Vitamin B12 is important for DNA synthesis, and formation and maintenance of myelin sheaths, the synthesis of neurotransmitters, and erythropoiesis. Clinical vitamin B12 deficiency has two main manifestations: hematological and neuropsychiatric disorders. Symptoms often develop before a shortfall on the lower B12 reference limit (6). Macrocytic anemia is regarded as a late indicator of vitamin B12 deficiency.

The macrocytosis caused by B12 deficiency can be masked by concomitant iron deficiency, and the diagnosis is thus difficult (e5). Iron deficiency related microcytosis dominates over B12 deficiency related macrocytosis if the iron deficiency is more severe than the B12 deficiency (e6). The B12 deficiency can cause an additional loss of iron by means of a secondary effect on the enterocytes (e6).

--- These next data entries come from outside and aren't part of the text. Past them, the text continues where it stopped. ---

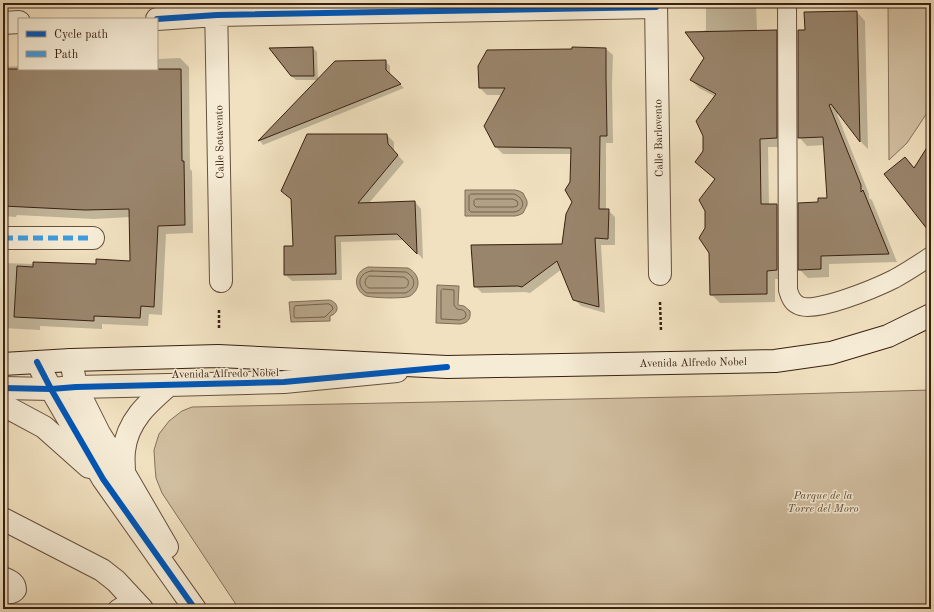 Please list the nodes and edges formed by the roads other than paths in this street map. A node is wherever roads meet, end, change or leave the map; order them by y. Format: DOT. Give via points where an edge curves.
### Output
graph roads {
  1 [pos="787,3"];
  2 [pos="656,5"];
  3 [pos="216,9"];
  4 [pos="158,19"];
  5 [pos="18,22"];
  6 [pos="3,23"];
  7 [pos="3,238"];
  8 [pos="92,238"];
  9 [pos="931,256"];
  10 [pos="660,274"];
  11 [pos="221,281"];
  12 [pos="930,316"];
  13 [pos="70,360"];
  14 [pos="37,362"];
  15 [pos="3,364"];
  16 [pos="447,367"];
  17 [pos="169,385"];
  18 [pos="76,387"];
  19 [pos="3,388"];
  20 [pos="51,389"];
  21 [pos="3,405"];
  22 [pos="124,473"];
  23 [pos="103,479"];
  24 [pos="3,519"];
  25 [pos="3,576"];
  26 [pos="3,594"];
  27 [pos="131,606"];
  28 [pos="195,609"];
  29 [pos="203,609"];
  1 -- 9 [label="lane" via="788,290 792,300 799,306 809,307 838,301 893,279"];
  2 -- 3 [label="street"];
  2 -- 10 [label="street, Calle Barlovento"];
  3 -- 4 [label="street"];
  3 -- 11 [label="street, Calle Sotavento"];
  5 -- 6 [label="street"];
  7 -- 8 [label="street"];
  12 -- 16 [label="street, Avenida Alfredo Nobel" via="888,336 831,353 775,361"];
  13 -- 14 [label="street, Avenida Alfredo Nobel"];
  13 -- 16 [label="street, Avenida Alfredo Nobel" via="218,356"];
  13 -- 18 [label="street"];
  14 -- 15 [label="street, Avenida Alfredo Nobel"];
  14 -- 20 [label="street"];
  16 -- 17 [label="street, Avenida Alfredo Nobel" via="284,382"];
  17 -- 18 [label="street, Avenida Alfredo Nobel"];
  17 -- 22 [label="street" via="142,410 128,434 124,450"];
  18 -- 20 [label="street, Avenida Alfredo Nobel"];
  18 -- 22 [label="street" via="99,433"];
  19 -- 20 [label="street, Avenida Alfredo Nobel"];
  20 -- 23 [label="street"];
  21 -- 23 [label="street" via="44,427"];
  22 -- 29 [label="street"];
  23 -- 28 [label="street"];
  24 -- 27 [label="street" via="102,570 116,581"];
  25 -- 26 [label="lane" via="16,584 17,590 12,595"];
} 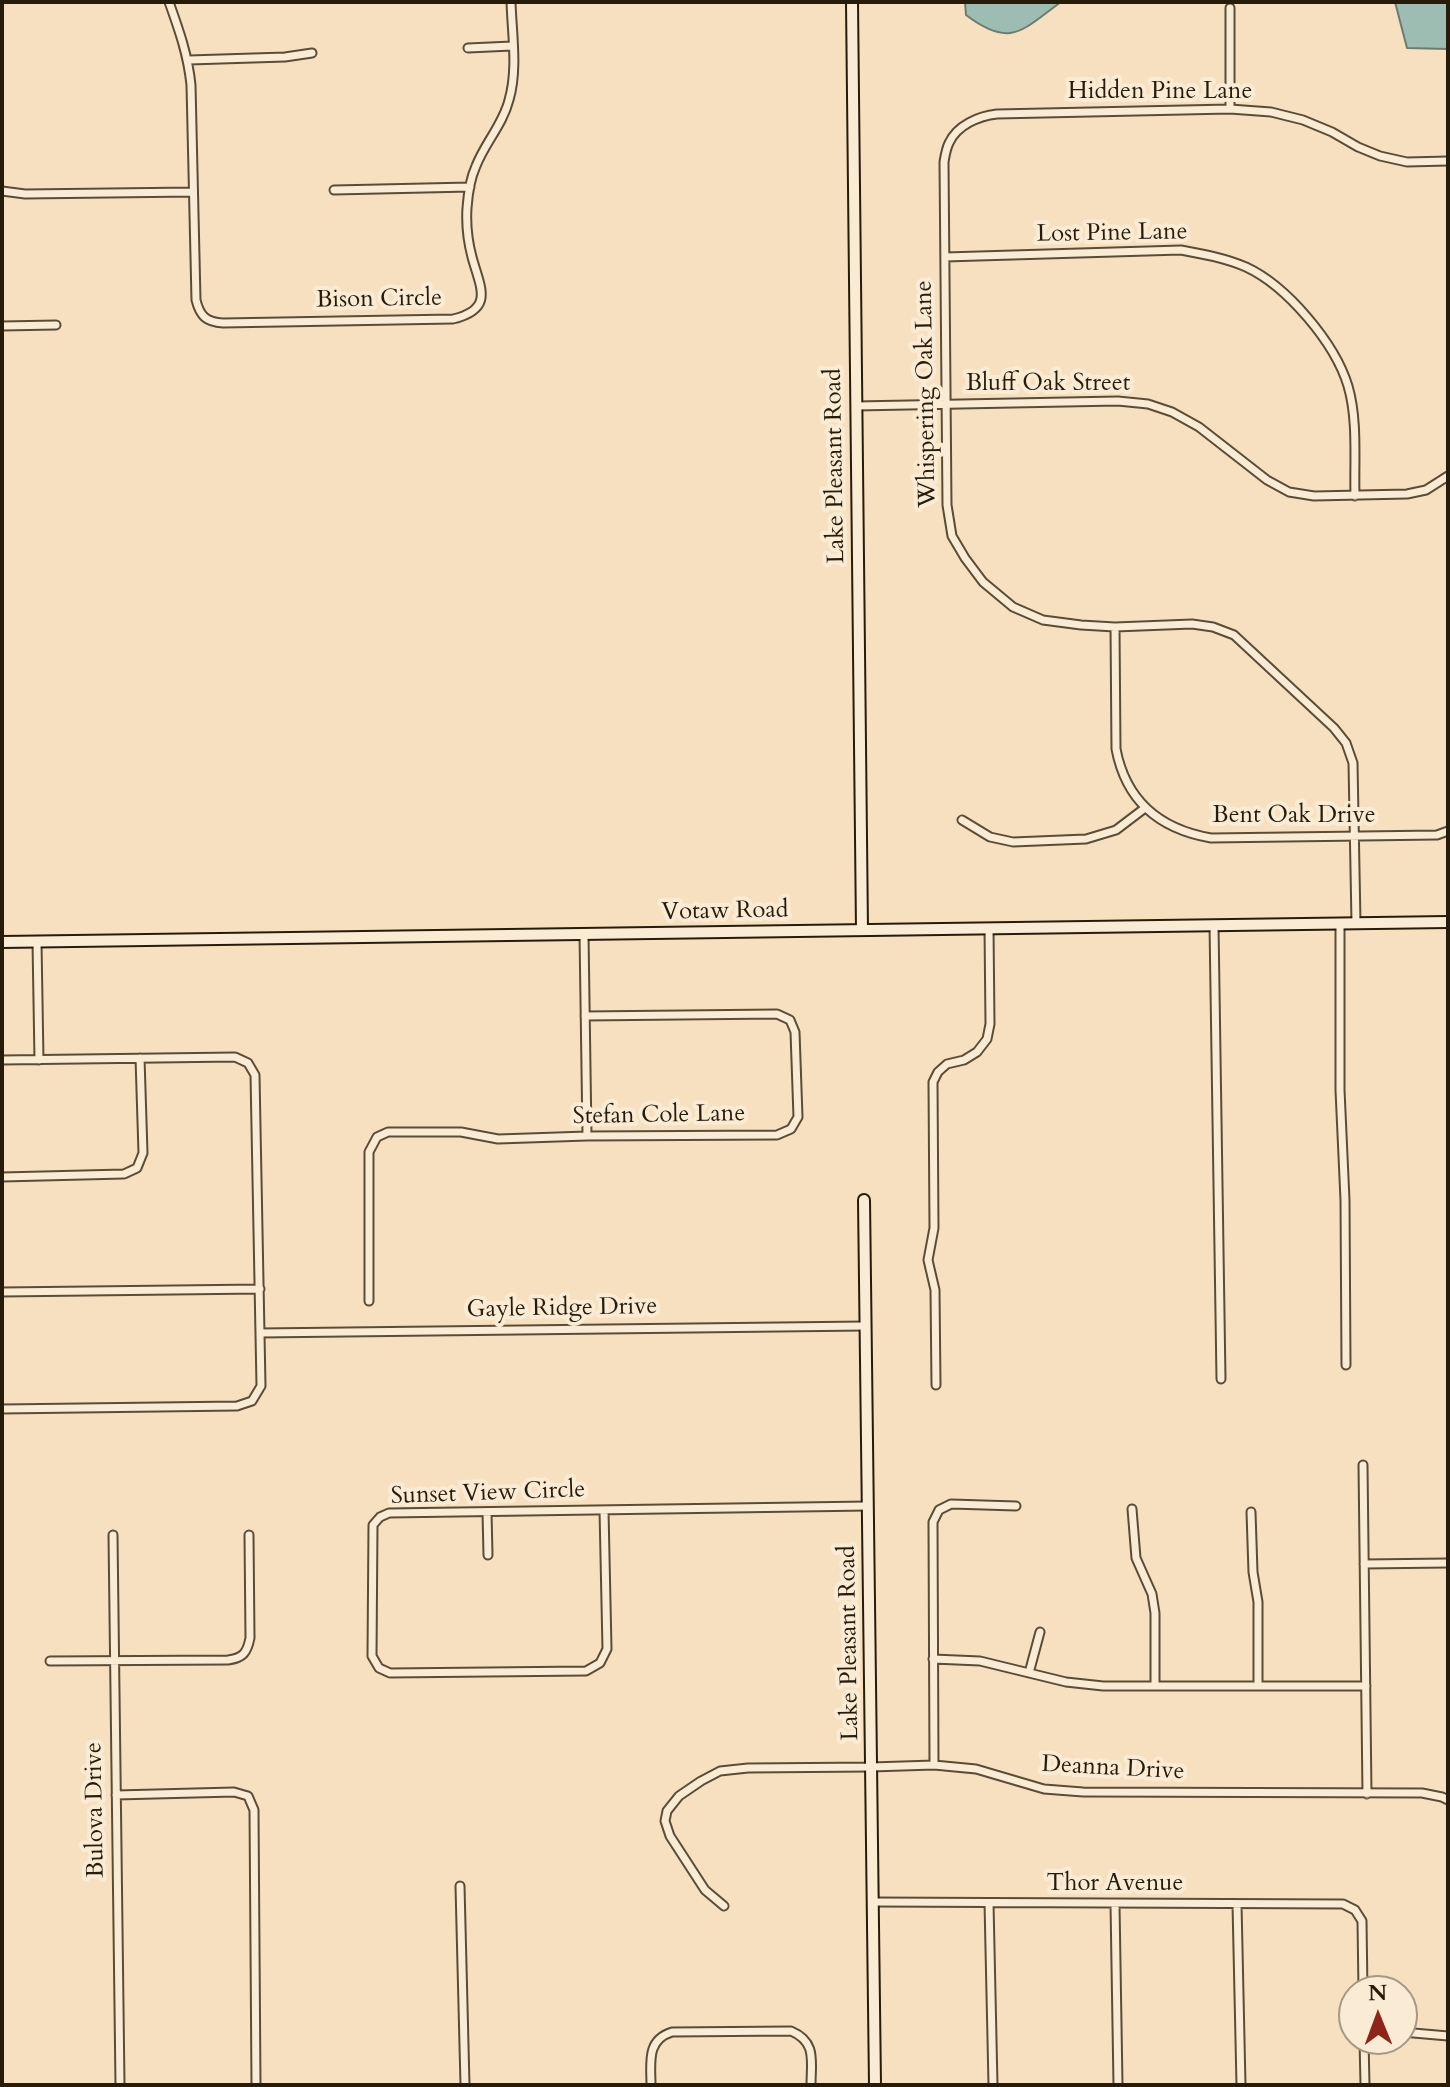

Large vitamin B12 stores exist in the body, which is why a deficiency will become evident only after many years. In general, vitamin B12 deficiency develops in several stages:

- Depletion of stores
- Metabolic-functional disorder
- Clinical manifestation.

Hyperhomocysteinemia in vitamin B12 deficiency is important as an atherogenic risk factor but also as a sign of hypomethylation—for example, of DNA, RNA, myelin, phospholipids, or neurotransmitters. Hypomethylation occurs subsequent to the reduced availability of S-adenosyl-methionine (SAM), which is a universal methyl group donor. Vitamin B12 deficiency inhibits methionine synthase. The result is reduced methionine synthesis, with subsequent lowering of the SAM concentration. Funicular spinal cord disease (myelosis) is a common neurological sequela of vitamin B12 deficiency. The psychiatric and neurological disorders and the cognitive disorders, depression, or dementia that are observed in vitamin B12 deficiency can precede hematological anomalies by years, and sometimes such anomalies do not even develop.

Morphological changes to blood and bone marrow cells are among the main symptoms of vitamin B12 deficiency. Because of their high cell turnover rate, hematopoiesis reacts rapidly and sensitively to the blocked nucleic acid metabolism. Megaloblastic anemia in vitamin B12 deficiency develops as a result of disrupted DNA synthesis and the resultant maturation disorder of the cell nucleus, whereas the cytoplasm develops normally. In the periphery, macrocytic erythrocytes (MCV >110 fl) and hypersegmented neutrophils can be observed.

Risk groups
The prevalence of subclinical functional vitamin B12 deficiency is higher than hitherto assumed when sensitive and relatively specific markers are used—such as MMA, holoTC, and homocysteine (10, 11). Risk groups for vitamin B12 deficiency include (table gif ppt)

- patients with unexplained anemia;
- patients with unexplained neuropsychiatric symptoms;
- patients with gastrointestinal manifestations, including stomatitis, anorexia, and diarrhea;
- elderly people (11);
- vegetarians (4);
- patients with gastrointestinal disorders, such as Crohn's disease or infection with Helicobacter pylori, or patients with stomach resection (12).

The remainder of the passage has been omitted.